Kirk氏は、最後に、2015年の近未来におけるCPUとGPUの性能向上立を予測したスライドを示した。
Kirk氏はCPU単体は、今後も年率+20%(=×1.2)で性能が強化されると予測し、CPU+GPUという異種コンピューティング環境としてはは年率+50%(=×1.5)で性能が高くなると見積もる。もともとCPU+GPU環境がCPU単体で処理を行ったときの50倍近くハイパフォーマンスなので、CPU単体に対しては年率50×1.5^6という大胆な見積もりを示している。この計算によればCPU+GPUの異種混合コンピューティング環境はCPU単体に比べて6年後には570倍のパフォーマンスになる。
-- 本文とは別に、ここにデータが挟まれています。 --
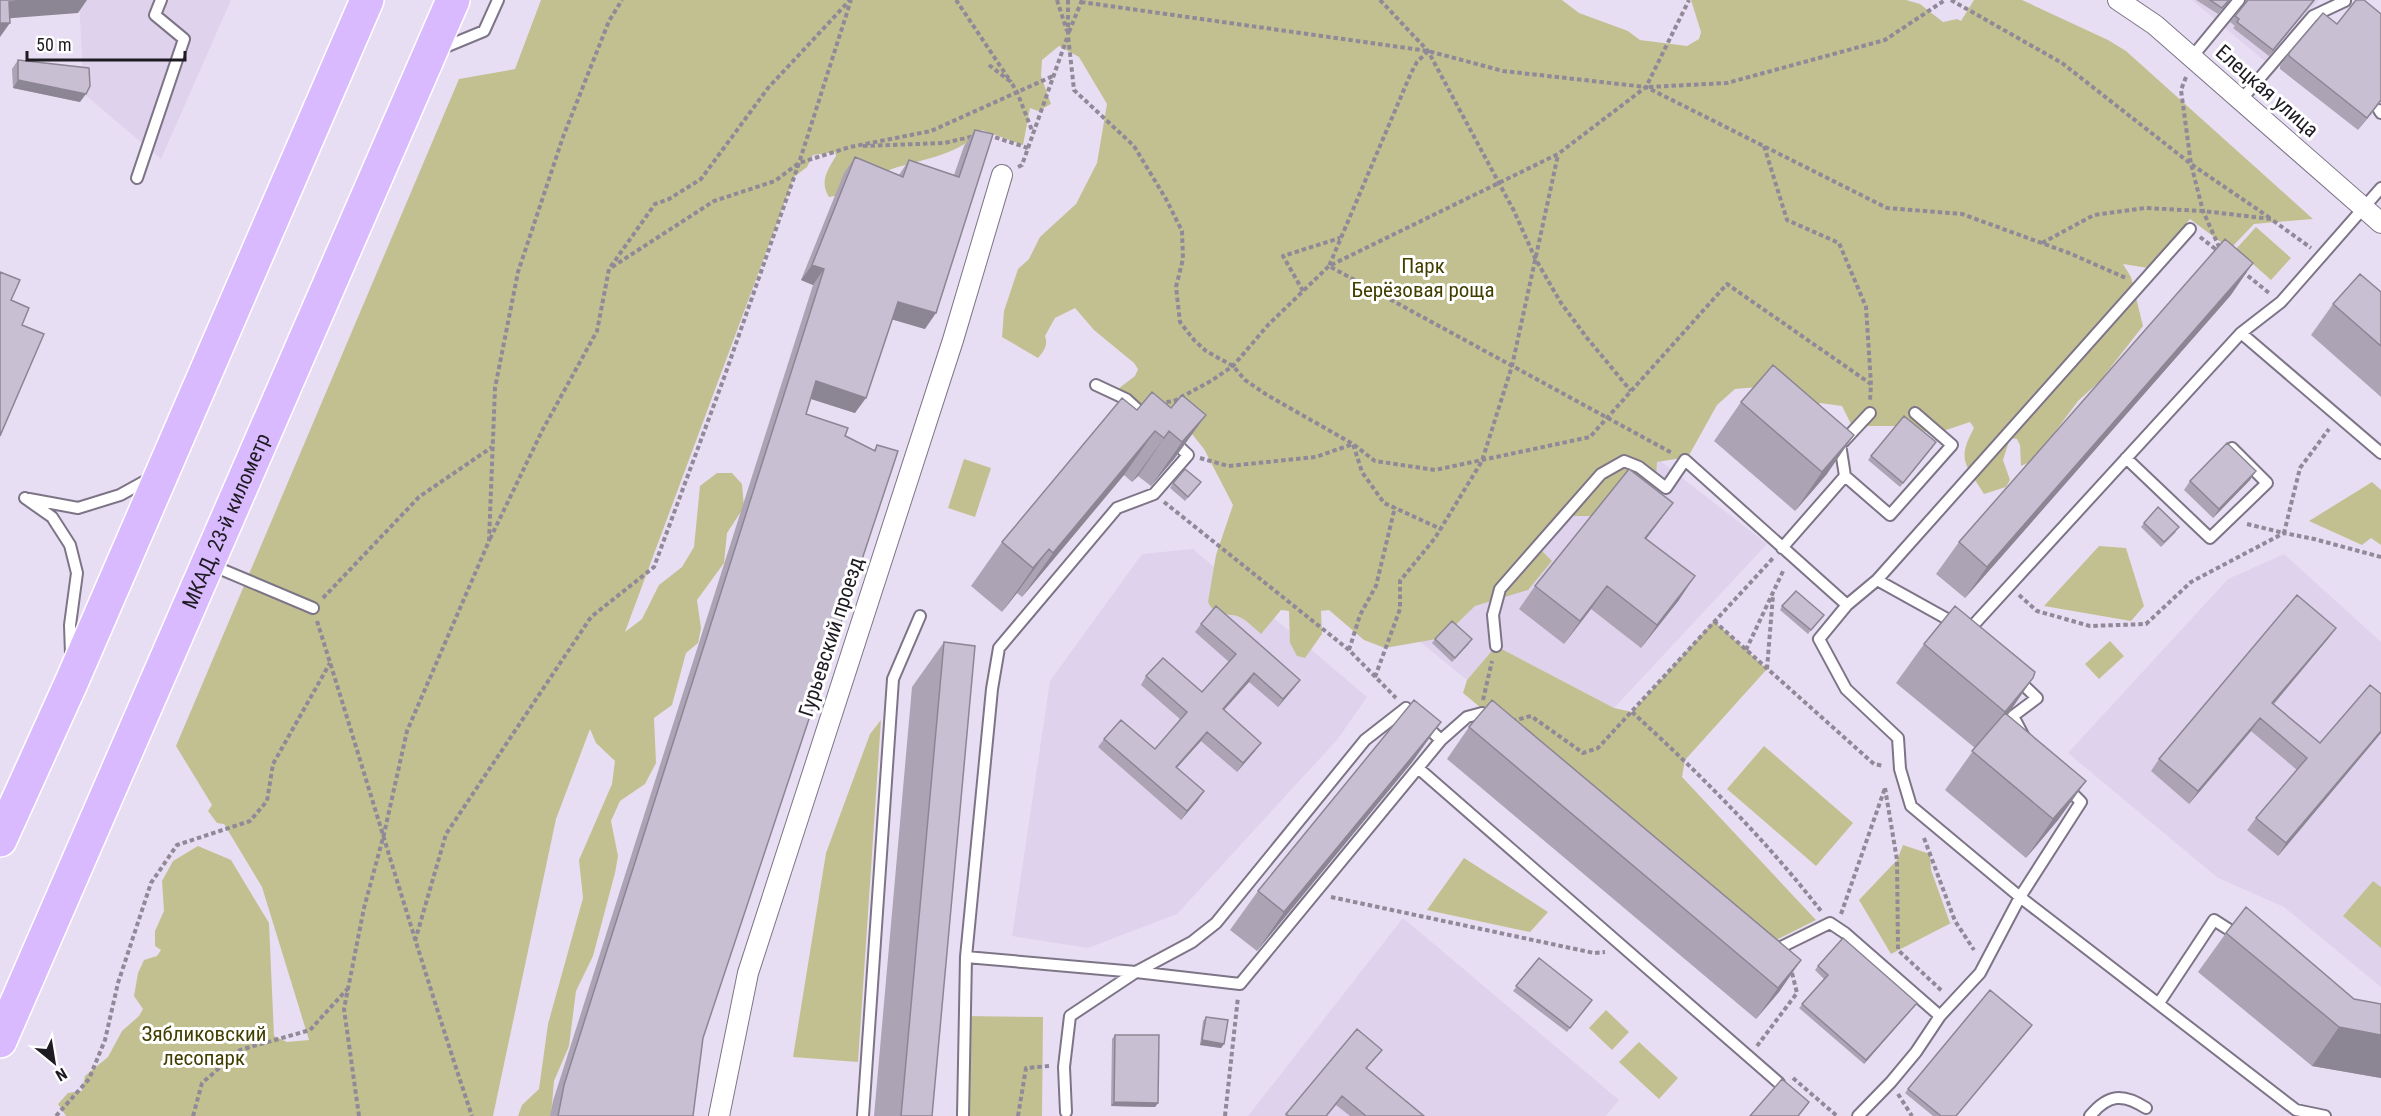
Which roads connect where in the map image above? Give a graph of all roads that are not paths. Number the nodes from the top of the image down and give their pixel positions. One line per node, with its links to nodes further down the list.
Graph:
1 (161, 0): 12 (lane)
2 (367, 0): 26 (highway)
3 (453, 0): 8 (highway, МКАД, 23-й километр)
4 (498, 0): 8 (lane)
5 (2118, 0): 9 (street, Елецкая улица)
6 (2239, 0): 9 (lane)
7 (2345, 1): 10 (lane)
8 (430, 53): 29 (highway, МКАД, 23-й километр)
9 (2192, 57): 10 (street, Елецкая улица)
10 (2241, 100): 14 (street, Елецкая улица)
11 (1002, 176): 56 (street, Гурьевский проезд)
12 (137, 178)
13 (2381, 188): 14 (lane)
14 (2364, 208): 15 (street, Елецкая улица); 17 (lane)
15 (2381, 223)
16 (2190, 229): 30 (lane)
17 (2241, 333): 24 (lane); 25 (lane)
18 (1096, 385): 48 (lane)
19 (1870, 413): 22 (lane)
20 (1915, 413): 27 (lane)
21 (1824, 431): 22 (lane)
22 (1840, 444): 27 (lane)
23 (2232, 448): 25 (lane)
24 (2381, 453)
25 (2126, 458): 34 (lane)
26 (162, 472): 38 (highway); 38 (lane)
27 (1845, 476): 28 (lane)
28 (1786, 551): 31 (lane); 36 (lane)
29 (208, 563): 32 (lane); 52 (highway, МКАД, 23-й километр)
30 (1877, 580): 31 (lane); 34 (lane)
31 (1846, 605): 45 (lane)
32 (313, 608)
33 (921, 616): 57 (lane)
34 (1968, 631): 35 (lane)
35 (1976, 639)
36 (1496, 646)
37 (2011, 673): 41 (lane)
38 (72, 681): 44 (highway)
39 (1498, 725): 40 (lane)
40 (1441, 740): 42 (lane); 49 (lane)
41 (2030, 746)
42 (1418, 768): 49 (lane); 53 (lane)
43 (2058, 779): 45 (lane)
44 (0, 840)
45 (2020, 897): 50 (lane); 51 (lane)
46 (2244, 939): 50 (lane)
47 (1758, 945): 51 (lane)
48 (966, 957): 49 (lane); 58 (lane)
49 (1136, 972): 55 (lane)
50 (2159, 1003): 61 (lane)
51 (1940, 1016): 59 (lane)
52 (0, 1041)
53 (1779, 1083)
54 (2146, 1108): 60 (lane)
55 (1066, 1112)
56 (719, 1116)
57 (863, 1116)
58 (963, 1116)
59 (1858, 1116)
60 (2090, 1116)
61 (2325, 1116)

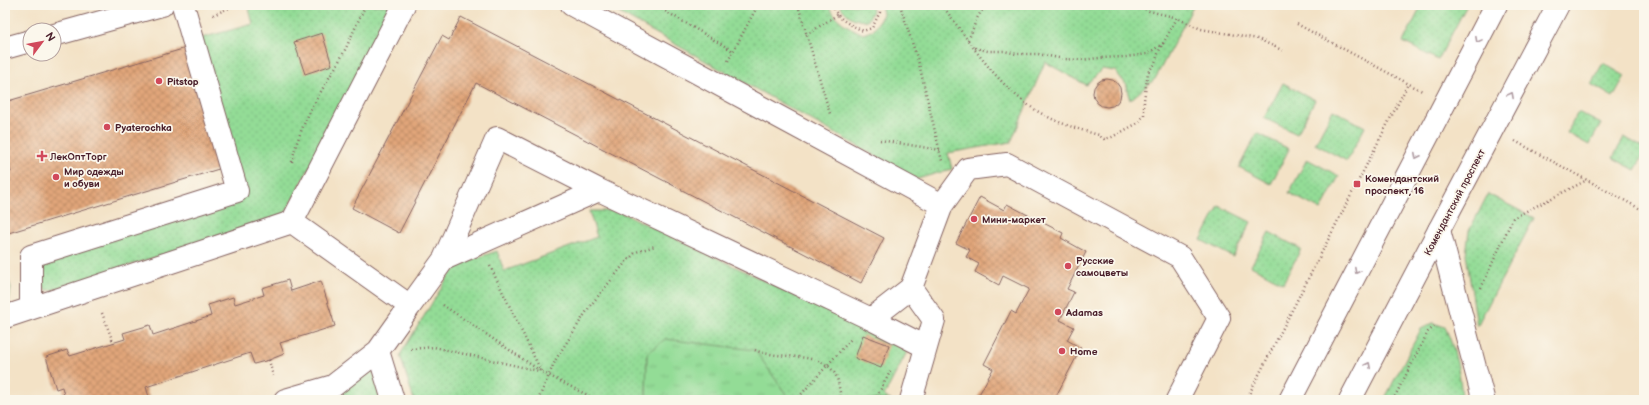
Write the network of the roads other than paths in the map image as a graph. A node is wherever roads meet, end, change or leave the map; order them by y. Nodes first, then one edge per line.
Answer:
1 (162, 5) edge
2 (183, 5) edge
3 (404, 5) edge
4 (572, 5) edge
5 (1496, 5) edge
6 (1558, 5) edge
7 (62, 33) edge
8 (22, 43) edge
9 (5, 48) edge
10 (599, 190) junction
11 (942, 205) junction
12 (292, 222) junction
13 (1439, 230) junction
14 (444, 259) junction
15 (911, 288) junction
16 (415, 298) junction
17 (31, 308) junction
18 (5, 317) edge
19 (871, 318) junction
20 (926, 347) junction
21 (378, 351) junction
22 (285, 400) edge
23 (393, 400) edge
24 (911, 400) edge
25 (1177, 400) edge
26 (1290, 400) edge
27 (1350, 400) edge
28 (1482, 400) edge

1 - 7 main road
2 - 17 main road
3 - 12 main road
4 - 11 main road
5 -> 26 main road
13 -> 6 main road, Комендантский проспект
8 - 9 main road
10 - 14 main road
10 - 14 main road
10 - 19 main road
11 - 15 main road
11 - 25 main road
12 - 16 main road
12 - 17 main road
27 -> 13 main road, Комендантский проспект
13 - 28 main road
14 - 16 main road
15 - 19 main road
15 - 20 main road
16 - 21 main road
17 - 18 main road
19 - 20 main road
20 - 24 main road
21 - 22 main road
21 - 23 main road

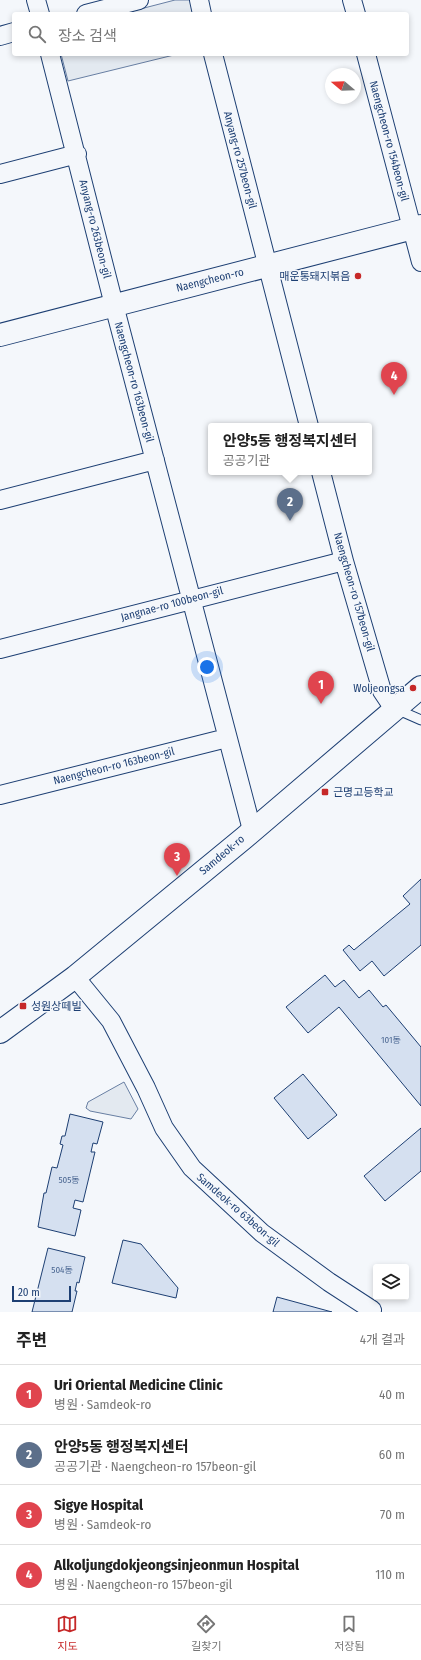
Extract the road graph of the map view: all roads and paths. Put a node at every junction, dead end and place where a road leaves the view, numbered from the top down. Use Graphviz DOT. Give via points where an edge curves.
graph roads {
  1 [pos="36,0"];
  2 [pos="139,0"];
  3 [pos="199,0"];
  4 [pos="352,0"];
  5 [pos="39,12"];
  6 [pos="94,12"];
  7 [pos="202,12"];
  8 [pos="355,12"];
  9 [pos="12,33"];
  10 [pos="0,36"];
  11 [pos="51,56"];
  12 [pos="214,56"];
  13 [pos="367,56"];
  14 [pos="77,154"];
  15 [pos="0,174"];
  16 [pos="417,227"];
  17 [pos="421,262"];
  18 [pos="268,265"];
  19 [pos="114,305"];
  20 [pos="0,335"];
  21 [pos="308,423"];
  22 [pos="155,460"];
  23 [pos="322,475"];
  24 [pos="0,500"];
  25 [pos="344,561"];
  26 [pos="192,599"];
  27 [pos="0,649"];
  28 [pos="421,687"];
  29 [pos="394,709"];
  30 [pos="421,720"];
  31 [pos="227,738"];
  32 [pos="0,795"];
  33 [pos="252,830"];
  34 [pos="75,977"];
  35 [pos="0,1032"];
  36 [pos="372,1310"];
  1 -- 5 [label="street"];
  2 -- 6 [label="street"];
  3 -- 7 [label="street"];
  4 -- 8 [label="street"];
  9 -- 10 [label="street"];
  11 -- 14 [label="street, Anyang-ro 263beon-gil"];
  12 -- 18 [label="street, Anyang-ro 257beon-gil"];
  13 -- 16 [label="street, Naengcheon-ro 154beon-gil"];
  14 -- 15 [label="street"];
  14 -- 19 [label="street, Anyang-ro 263beon-gil"];
  16 -- 17 [label="street, Naengcheon-ro 154beon-gil"];
  16 -- 18 [label="street, Naengcheon-ro"];
  18 -- 19 [label="street, Naengcheon-ro"];
  18 -- 21 [label="street"];
  19 -- 20 [label="street, Naengcheon-ro"];
  19 -- 22 [label="street, Naengcheon-ro 163beon-gil"];
  22 -- 24 [label="street"];
  22 -- 26 [label="street, Naengcheon-ro 163beon-gil"];
  23 -- 25 [label="street, Naengcheon-ro 157beon-gil"];
  25 -- 26 [label="street, Jangnae-ro 100beon-gil"];
  25 -- 29 [label="street, Naengcheon-ro 157beon-gil" via="382,691"];
  26 -- 27 [label="street, Jangnae-ro 100beon-gil"];
  26 -- 31 [label="street, Naengcheon-ro 163beon-gil"];
  28 -- 29 [label="street, Samdeok-ro"];
  29 -- 30 [label="lane"];
  29 -- 33 [label="street, Samdeok-ro"];
  31 -- 32 [label="street, Naengcheon-ro 163beon-gil"];
  31 -- 33 [label="street, Naengcheon-ro 163beon-gil"];
  33 -- 34 [label="street, Samdeok-ro"];
  34 -- 35 [label="street, Samdeok-ro"];
  34 -- 36 [label="street, Samdeok-ro 63beon-gil" via="111,1021 164,1128 192,1168 262,1233"];
}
つまり異種混合コンピューティング環境は素晴らしい……というわけだ。
実際そうなのだが、その様式には課題もある。
現在のPCI Expressバスの向こう側にあるGPUに対し、プログラムカーネルもデータ群もいちいちGPUへと転送し、そこでやっと処理を向こう側(GPU側)で実行させ、その結果をGPUからCPUシステム側へ取り戻してこないとならない。これはオーバーヘッドが大きいし、ソフトウェア設計に独特の発想概念が必要になる。こういう面倒くささが、NVIDIAのCUDAにはある……と指摘されることがあるのだ。
そこで毎回される決まり切った質問がNVIDIA(今回の場合はKirk氏)が投げられる。
それは「CPUとGPUを統合してはどうか」というもの。
今回もこの講演あとのプレスカンファレンスやグループインタビューでもこの質問があったのだが、この統合というのはたとえば「CPUとGPUとでメモリアドレス空間を共有してしまう統合」や「CPU側にGPUコアを取り入れてしまうことで命令レベルでのGPGPUへの対応を行う統合」などの意味合いが考えられる。
この質問に対してNVIDIAは決まり切った答えを用意している。
それは「NVIDIAがCPUメーカーではないこと」、さらに「CPUとGPUとが共存するところに美点がある」と答えている。
このCUDA的なGPGPUアーキテクチャには、「GPU部分が独立していることでGPUの差し替えや増設でパフォーマンスのスケーラビリティが保証されるという利点」と「CPUとGPUを統合してしまうことで、そのCPU/GPU統合プロセッサの世代間のソフトウェア互換性が取りにくくなるという問題を回避できる美点」などがよく取りざたされる。
AMDやIntelは「統合をよし」とする考えであり、結論として、どっちのソリューションが最後に残るかは分からないが、NVIDIAはGPUメーカーだけに「GPUがGPUとして存在できる未来」に期待を掛けている。